**INSTRUCTIONS FOR THE TASK**
In the records, each line holding "main" must be reported.

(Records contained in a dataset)
____

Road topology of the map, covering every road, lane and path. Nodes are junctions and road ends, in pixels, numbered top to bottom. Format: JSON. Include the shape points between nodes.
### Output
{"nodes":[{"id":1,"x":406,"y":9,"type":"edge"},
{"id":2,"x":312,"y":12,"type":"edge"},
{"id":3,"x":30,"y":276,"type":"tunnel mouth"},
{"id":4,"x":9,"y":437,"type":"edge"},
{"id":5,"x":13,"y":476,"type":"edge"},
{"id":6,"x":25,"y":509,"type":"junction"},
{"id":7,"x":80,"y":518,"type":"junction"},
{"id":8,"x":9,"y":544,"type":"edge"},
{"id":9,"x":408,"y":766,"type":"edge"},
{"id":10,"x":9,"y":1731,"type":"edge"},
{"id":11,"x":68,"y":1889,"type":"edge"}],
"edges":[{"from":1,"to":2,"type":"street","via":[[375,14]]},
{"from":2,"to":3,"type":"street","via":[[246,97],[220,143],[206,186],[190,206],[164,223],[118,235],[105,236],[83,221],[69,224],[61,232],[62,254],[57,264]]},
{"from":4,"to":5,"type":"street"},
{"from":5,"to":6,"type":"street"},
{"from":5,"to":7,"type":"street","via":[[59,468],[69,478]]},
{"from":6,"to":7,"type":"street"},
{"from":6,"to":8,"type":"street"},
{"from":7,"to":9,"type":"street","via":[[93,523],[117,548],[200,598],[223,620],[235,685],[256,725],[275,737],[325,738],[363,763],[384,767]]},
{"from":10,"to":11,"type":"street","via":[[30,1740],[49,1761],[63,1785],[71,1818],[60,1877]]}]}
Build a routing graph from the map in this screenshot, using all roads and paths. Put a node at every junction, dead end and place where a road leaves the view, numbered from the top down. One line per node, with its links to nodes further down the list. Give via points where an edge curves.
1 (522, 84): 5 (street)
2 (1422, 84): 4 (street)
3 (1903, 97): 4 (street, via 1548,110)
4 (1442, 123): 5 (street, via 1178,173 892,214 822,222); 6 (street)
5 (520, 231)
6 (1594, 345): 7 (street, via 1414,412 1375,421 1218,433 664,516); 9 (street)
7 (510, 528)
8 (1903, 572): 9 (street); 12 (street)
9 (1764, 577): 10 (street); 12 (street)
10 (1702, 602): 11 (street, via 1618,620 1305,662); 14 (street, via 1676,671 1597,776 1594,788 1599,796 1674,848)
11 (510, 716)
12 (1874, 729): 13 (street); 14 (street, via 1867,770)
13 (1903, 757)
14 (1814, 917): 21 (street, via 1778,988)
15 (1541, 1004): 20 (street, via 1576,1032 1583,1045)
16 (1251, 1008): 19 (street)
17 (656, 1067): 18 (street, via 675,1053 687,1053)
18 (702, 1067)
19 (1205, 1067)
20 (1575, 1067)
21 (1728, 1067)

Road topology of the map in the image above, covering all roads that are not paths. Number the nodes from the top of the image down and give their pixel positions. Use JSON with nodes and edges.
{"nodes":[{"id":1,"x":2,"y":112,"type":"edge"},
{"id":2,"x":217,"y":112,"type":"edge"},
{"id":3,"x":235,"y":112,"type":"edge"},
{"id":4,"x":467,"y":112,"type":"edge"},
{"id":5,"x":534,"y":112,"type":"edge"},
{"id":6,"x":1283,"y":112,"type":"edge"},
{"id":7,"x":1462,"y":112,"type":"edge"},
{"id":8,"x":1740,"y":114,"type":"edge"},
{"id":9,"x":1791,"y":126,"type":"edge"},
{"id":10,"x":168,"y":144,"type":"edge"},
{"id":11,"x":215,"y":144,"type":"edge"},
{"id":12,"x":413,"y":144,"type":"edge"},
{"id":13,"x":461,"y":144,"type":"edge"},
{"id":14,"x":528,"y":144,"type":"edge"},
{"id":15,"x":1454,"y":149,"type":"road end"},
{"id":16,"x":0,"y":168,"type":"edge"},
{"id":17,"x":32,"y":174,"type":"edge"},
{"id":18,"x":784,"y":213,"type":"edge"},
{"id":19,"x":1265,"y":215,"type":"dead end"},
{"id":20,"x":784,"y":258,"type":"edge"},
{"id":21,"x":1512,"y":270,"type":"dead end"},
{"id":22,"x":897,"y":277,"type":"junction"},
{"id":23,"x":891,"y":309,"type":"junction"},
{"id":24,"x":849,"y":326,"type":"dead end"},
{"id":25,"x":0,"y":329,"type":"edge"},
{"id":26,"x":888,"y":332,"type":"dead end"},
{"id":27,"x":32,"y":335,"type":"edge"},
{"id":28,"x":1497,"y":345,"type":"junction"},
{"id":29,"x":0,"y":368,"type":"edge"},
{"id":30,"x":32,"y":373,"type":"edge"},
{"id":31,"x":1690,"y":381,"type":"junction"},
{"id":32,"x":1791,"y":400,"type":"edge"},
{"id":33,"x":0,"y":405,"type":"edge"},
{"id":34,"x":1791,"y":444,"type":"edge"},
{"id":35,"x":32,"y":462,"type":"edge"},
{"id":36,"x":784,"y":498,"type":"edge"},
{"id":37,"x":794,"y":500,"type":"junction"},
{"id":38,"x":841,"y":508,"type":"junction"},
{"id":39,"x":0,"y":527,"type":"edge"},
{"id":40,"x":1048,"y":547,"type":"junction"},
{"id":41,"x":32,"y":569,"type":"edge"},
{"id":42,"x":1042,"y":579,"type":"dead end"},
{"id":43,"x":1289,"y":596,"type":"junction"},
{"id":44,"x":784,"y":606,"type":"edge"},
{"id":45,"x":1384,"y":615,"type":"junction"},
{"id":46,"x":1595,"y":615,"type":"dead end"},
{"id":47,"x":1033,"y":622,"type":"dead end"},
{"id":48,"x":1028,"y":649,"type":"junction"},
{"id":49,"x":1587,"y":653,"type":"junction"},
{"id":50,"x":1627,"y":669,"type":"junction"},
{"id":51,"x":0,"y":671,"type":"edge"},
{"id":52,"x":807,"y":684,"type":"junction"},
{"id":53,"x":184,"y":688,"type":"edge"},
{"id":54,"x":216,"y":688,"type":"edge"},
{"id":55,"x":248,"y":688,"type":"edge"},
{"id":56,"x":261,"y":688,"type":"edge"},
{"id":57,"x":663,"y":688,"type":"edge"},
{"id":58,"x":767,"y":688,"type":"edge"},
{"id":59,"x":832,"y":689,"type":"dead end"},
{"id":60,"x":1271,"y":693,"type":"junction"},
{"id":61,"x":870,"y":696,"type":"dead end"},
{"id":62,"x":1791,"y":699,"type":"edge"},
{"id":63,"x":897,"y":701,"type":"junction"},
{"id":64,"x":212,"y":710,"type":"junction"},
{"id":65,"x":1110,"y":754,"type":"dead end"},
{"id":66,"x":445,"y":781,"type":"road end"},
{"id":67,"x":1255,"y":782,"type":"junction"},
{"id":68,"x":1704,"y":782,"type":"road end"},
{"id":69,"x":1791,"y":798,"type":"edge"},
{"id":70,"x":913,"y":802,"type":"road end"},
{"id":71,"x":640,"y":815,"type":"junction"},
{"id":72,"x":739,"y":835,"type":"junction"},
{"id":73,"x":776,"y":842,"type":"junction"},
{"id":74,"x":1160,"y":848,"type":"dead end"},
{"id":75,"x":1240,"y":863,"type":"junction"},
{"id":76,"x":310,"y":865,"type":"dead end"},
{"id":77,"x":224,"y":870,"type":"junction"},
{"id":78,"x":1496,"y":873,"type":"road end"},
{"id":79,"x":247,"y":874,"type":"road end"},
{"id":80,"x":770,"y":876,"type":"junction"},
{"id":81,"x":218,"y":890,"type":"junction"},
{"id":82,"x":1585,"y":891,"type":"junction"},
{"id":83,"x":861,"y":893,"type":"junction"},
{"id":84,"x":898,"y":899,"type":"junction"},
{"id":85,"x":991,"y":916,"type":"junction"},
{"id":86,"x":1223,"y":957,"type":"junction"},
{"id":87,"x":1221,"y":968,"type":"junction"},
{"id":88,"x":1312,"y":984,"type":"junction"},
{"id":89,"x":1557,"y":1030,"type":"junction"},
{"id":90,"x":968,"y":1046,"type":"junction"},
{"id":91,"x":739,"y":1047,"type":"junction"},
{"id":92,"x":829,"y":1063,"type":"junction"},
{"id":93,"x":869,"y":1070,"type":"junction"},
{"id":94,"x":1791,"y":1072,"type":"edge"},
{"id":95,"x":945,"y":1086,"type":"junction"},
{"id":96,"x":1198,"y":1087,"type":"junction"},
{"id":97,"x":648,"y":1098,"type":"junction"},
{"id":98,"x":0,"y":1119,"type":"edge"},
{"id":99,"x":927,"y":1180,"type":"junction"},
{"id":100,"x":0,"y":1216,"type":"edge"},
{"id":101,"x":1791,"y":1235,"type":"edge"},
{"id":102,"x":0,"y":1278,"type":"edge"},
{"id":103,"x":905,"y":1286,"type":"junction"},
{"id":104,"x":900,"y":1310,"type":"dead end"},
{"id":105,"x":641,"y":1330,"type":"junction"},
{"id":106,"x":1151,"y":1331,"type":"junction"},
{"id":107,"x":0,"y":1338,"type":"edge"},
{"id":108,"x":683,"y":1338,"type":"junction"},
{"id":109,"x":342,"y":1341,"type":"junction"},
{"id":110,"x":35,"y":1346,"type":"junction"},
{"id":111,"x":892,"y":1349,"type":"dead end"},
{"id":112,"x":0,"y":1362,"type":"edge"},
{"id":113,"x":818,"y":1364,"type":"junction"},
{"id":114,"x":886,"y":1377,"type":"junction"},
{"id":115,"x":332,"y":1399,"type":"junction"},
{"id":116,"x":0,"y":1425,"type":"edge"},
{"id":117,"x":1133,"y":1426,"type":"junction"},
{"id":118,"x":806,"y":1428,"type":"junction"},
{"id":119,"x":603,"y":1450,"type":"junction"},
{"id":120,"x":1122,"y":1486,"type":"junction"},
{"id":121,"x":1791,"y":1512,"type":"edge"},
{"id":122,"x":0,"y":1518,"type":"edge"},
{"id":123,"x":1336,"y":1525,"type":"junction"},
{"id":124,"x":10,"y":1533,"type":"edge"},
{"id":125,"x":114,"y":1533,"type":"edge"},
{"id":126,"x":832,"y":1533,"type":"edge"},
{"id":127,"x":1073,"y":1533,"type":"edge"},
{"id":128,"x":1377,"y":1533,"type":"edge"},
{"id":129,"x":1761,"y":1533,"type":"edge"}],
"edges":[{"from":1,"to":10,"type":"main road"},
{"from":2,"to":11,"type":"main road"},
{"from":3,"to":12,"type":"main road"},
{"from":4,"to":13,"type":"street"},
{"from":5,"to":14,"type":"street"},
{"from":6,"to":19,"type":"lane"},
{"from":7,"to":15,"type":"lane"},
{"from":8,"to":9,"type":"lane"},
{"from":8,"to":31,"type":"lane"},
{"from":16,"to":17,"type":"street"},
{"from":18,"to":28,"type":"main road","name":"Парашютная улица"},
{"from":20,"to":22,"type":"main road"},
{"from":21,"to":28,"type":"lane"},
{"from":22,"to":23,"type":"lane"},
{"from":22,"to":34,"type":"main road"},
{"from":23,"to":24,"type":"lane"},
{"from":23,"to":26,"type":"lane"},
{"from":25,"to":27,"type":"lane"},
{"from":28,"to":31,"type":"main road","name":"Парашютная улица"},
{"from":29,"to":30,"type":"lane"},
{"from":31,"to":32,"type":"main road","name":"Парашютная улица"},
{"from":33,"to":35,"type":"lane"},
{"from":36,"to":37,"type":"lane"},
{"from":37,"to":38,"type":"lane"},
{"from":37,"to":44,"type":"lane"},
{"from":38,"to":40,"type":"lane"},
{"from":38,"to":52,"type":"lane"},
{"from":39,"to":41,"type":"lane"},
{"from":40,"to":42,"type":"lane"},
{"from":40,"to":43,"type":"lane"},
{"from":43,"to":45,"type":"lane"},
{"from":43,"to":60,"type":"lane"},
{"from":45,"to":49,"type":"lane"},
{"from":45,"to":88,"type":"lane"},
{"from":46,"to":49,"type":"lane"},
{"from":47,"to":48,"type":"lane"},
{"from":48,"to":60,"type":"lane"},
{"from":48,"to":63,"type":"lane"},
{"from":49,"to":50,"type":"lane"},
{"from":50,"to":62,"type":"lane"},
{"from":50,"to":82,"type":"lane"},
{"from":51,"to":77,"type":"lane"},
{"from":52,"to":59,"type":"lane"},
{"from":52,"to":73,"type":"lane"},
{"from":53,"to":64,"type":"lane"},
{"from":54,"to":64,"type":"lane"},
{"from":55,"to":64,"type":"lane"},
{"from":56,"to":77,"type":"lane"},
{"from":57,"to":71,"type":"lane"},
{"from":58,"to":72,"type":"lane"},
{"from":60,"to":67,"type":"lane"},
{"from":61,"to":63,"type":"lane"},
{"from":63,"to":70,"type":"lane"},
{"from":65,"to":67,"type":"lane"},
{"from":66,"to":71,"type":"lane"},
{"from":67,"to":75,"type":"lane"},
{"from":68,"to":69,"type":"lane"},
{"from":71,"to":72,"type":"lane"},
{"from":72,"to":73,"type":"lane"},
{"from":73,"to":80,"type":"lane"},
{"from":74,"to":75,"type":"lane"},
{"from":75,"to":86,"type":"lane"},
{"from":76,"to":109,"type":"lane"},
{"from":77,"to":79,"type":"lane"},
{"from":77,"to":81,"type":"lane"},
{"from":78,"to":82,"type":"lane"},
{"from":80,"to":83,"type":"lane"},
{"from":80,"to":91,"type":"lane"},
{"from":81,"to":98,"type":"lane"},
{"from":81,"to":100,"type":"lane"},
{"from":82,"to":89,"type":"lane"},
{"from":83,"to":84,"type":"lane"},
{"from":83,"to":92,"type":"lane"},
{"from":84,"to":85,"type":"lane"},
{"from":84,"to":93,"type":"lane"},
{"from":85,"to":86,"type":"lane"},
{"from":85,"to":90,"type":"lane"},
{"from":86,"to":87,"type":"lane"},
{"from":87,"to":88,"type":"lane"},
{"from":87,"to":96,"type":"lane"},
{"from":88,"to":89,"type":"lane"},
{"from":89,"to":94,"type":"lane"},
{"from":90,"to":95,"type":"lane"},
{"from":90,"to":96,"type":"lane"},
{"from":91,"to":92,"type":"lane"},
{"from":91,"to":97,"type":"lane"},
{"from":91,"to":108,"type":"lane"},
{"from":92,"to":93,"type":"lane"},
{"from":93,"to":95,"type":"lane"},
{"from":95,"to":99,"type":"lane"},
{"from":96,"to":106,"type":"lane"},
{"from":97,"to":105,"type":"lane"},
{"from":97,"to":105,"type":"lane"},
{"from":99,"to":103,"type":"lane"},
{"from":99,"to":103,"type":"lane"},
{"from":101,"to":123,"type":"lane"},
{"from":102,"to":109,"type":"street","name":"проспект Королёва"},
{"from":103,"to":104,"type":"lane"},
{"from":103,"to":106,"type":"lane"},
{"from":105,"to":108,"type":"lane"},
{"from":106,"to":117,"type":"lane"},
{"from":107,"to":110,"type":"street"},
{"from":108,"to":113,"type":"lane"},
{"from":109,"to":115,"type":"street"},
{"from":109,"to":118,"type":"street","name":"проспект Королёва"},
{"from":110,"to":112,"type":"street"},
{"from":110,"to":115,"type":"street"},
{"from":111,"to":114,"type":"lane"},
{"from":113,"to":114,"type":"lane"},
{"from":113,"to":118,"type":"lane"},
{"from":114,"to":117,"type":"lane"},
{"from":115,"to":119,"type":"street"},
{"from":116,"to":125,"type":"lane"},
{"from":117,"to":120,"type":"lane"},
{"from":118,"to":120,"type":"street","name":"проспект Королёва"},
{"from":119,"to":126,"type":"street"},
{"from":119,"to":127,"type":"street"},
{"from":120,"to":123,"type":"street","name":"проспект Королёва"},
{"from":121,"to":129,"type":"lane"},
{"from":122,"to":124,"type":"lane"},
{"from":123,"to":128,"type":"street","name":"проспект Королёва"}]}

____

**ANSWER AREA**
"edges":[{"from":1,"to":10,"type":"main road"},
{"from":2,"to":11,"type":"main road"},
{"from":3,"to":12,"type":"main road"},
{"from":18,"to":28,"type":"main road","name":"Парашютная улица"},
{"from":20,"to":22,"type":"main road"},
{"from":22,"to":34,"type":"main road"},
{"from":28,"to":31,"type":"main road","name":"Парашютная улица"},
{"from":31,"to":32,"type":"main road","name":"Парашютная улица"},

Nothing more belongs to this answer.